When the Alpha Kappa Alpha sorority, a college-founded service organization, recently held an annual meeting in Providence, locals had only to venture downtown to know its impact.
Some 2,600 members – roughly 10 percent of AKA’s worldwide membership garnered over its century-plus existence – descended on the city in April for its 81st North Atlantic Regional Conference, staying in local hotels, dining in regional restaurants and hosting various events – some attended by the public – over four days, mostly while clad in their sorority letters and colors.

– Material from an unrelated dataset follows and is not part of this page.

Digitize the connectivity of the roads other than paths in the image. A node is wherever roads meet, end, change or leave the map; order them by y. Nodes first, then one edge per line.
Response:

AKA officials say attendees left richer from the experience. Providence waved goodbye with something in its pocket, too: the $3 million conference-goers were expected to spend here.

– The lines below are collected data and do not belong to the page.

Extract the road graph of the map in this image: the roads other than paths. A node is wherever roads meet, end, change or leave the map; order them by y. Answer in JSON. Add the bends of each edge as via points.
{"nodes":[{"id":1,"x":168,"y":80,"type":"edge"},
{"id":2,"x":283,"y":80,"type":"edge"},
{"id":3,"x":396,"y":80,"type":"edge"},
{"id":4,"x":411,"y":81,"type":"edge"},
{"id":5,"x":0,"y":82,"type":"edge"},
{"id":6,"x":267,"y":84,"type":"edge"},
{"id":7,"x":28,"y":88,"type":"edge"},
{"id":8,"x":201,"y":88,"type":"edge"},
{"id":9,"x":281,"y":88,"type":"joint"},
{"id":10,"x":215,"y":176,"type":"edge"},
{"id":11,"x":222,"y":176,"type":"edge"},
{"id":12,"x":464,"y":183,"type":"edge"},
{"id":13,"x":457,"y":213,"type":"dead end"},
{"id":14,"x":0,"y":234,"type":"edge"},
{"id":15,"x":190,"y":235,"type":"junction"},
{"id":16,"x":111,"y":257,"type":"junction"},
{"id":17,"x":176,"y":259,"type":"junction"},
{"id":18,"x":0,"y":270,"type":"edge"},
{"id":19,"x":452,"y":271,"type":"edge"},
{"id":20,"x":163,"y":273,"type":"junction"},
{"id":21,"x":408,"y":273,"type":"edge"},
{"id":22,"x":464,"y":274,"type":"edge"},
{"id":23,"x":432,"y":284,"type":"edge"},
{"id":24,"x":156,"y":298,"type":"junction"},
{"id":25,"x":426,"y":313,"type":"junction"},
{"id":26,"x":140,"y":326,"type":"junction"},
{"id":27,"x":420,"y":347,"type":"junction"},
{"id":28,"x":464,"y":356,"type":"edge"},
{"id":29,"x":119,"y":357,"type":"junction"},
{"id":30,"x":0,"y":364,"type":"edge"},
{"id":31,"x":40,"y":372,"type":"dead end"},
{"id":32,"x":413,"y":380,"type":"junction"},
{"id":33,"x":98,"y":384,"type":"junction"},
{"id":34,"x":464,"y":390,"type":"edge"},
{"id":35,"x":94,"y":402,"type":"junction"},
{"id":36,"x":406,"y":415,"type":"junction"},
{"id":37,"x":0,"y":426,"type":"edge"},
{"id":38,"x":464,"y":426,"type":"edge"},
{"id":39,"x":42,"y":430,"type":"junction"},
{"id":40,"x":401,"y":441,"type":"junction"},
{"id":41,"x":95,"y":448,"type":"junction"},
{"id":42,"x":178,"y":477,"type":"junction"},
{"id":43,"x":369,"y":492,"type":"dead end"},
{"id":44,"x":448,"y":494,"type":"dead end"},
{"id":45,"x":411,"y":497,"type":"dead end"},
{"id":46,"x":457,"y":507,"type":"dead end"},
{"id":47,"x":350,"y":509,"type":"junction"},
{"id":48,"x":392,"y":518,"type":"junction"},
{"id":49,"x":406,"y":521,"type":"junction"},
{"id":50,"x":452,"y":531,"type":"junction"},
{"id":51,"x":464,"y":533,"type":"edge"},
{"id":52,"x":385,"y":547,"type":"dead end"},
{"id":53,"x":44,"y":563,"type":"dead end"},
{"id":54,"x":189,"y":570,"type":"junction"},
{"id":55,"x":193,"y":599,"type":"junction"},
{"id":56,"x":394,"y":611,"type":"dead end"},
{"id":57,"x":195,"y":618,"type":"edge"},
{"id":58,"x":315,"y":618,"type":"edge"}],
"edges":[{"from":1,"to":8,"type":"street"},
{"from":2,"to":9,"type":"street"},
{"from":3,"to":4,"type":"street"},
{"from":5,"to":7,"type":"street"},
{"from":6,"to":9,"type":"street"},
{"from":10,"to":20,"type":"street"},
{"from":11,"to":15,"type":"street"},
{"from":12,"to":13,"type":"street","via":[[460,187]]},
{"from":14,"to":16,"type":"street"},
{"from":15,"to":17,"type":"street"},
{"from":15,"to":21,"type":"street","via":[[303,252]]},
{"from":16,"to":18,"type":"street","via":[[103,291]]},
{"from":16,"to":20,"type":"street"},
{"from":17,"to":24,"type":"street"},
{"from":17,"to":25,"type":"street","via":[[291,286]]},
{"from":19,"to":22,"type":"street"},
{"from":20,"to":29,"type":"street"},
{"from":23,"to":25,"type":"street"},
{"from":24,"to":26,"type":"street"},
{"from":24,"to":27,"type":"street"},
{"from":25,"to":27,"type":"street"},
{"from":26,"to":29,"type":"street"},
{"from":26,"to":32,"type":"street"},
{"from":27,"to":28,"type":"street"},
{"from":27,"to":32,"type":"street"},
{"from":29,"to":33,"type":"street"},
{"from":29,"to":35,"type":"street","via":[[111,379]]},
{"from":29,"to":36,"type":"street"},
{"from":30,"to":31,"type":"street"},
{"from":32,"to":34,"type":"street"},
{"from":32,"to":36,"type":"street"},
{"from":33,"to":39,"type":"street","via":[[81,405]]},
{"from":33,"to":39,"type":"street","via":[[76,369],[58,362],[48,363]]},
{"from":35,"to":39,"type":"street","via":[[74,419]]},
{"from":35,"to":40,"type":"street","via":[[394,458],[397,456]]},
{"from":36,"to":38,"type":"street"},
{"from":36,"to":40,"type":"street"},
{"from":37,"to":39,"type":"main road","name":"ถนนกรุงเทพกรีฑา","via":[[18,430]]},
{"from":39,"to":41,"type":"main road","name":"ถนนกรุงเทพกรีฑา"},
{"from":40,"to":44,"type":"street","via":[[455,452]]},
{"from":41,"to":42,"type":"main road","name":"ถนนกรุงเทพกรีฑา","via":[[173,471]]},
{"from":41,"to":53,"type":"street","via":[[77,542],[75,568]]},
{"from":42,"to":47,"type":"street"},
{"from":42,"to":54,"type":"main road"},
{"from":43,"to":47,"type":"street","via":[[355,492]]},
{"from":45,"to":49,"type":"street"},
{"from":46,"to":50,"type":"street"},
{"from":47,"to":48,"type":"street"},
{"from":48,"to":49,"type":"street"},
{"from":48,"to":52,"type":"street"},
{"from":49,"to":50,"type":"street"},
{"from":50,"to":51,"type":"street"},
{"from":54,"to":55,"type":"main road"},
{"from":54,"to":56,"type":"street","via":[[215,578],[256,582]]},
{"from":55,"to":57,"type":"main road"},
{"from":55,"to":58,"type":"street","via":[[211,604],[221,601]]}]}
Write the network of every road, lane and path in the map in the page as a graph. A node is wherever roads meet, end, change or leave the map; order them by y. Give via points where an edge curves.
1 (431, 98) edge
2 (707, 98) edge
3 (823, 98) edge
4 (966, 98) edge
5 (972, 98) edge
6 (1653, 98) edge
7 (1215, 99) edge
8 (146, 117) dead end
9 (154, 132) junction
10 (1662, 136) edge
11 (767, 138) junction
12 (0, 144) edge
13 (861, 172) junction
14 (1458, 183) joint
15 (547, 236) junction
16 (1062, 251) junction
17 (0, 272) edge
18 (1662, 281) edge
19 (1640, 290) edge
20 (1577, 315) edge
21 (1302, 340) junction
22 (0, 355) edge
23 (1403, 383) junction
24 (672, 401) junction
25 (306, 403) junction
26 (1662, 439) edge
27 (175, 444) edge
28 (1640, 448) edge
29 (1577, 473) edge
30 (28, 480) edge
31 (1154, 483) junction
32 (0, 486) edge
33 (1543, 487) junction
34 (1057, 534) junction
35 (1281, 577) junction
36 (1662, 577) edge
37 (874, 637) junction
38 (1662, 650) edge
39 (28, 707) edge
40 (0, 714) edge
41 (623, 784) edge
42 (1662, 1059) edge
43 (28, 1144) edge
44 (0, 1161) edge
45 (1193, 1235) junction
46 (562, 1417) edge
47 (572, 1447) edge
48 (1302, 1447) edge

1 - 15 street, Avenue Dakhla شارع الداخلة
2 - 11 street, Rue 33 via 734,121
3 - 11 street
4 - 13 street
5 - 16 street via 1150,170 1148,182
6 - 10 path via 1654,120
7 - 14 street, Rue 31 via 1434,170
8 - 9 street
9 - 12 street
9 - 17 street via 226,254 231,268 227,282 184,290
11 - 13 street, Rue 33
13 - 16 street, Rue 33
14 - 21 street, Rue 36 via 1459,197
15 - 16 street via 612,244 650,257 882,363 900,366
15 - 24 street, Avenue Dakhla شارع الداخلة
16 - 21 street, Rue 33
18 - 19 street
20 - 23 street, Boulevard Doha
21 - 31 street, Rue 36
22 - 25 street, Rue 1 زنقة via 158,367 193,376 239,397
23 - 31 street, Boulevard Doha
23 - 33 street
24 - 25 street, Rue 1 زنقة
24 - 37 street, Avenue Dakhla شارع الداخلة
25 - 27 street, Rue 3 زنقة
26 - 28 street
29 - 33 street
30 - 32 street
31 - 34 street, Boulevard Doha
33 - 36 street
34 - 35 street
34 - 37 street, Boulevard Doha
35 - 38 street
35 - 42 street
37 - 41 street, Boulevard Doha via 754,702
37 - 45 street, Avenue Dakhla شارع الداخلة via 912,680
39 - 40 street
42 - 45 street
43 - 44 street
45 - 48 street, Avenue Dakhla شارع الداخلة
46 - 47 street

“We know economically, we gave the city a boost,” said Lettita Harris, president of AKA’s Psi Omega chapter in Boston, Mass. “Cab services, restaurants, the mall … they should have seen an influx of visitors throughout our stay.”
In the most recent data available, for 2010, group meetings and conventions contributed an estimated $90 million in spending according to the Providence-Warwick Convention & Visitors Bureau.
“That’s only for groups that we’re involved with,” said Martha Sheridan, PWCVB president and CEO. There are other meetings that book directly with hotels.
The R.I. Economic Development Corporation reported last week that tourism – travel into the state for work or leisure – generates $5.2 billion in economic activity per year, while employing 41,000 people.
“The Economic Significance of Meetings to the U.S. Economy,” a study published in 2011 by the Convention Industry Council – a member organization for the meetings and events industry in Virginia – found that the industry annually contributes $263 billion in spending and is directly responsible for 1.7 million jobs nationwide.
It’s easy to understand that numbers like those are a good thing and that tourism then is vital to the nation’s economy.
But how it all boils down to better business at the storefront level isn’t always easily translated.
AKA, which brought in addition to attendees roughly 160 exhibitors, booked 3,000 nights of room stays at six hotels, including the Providence Biltmore Hotel on Dorrance Street in Providence, which benefits, like many others, from its walking-distance location to the R.I. Convention Center and other downtown attractions.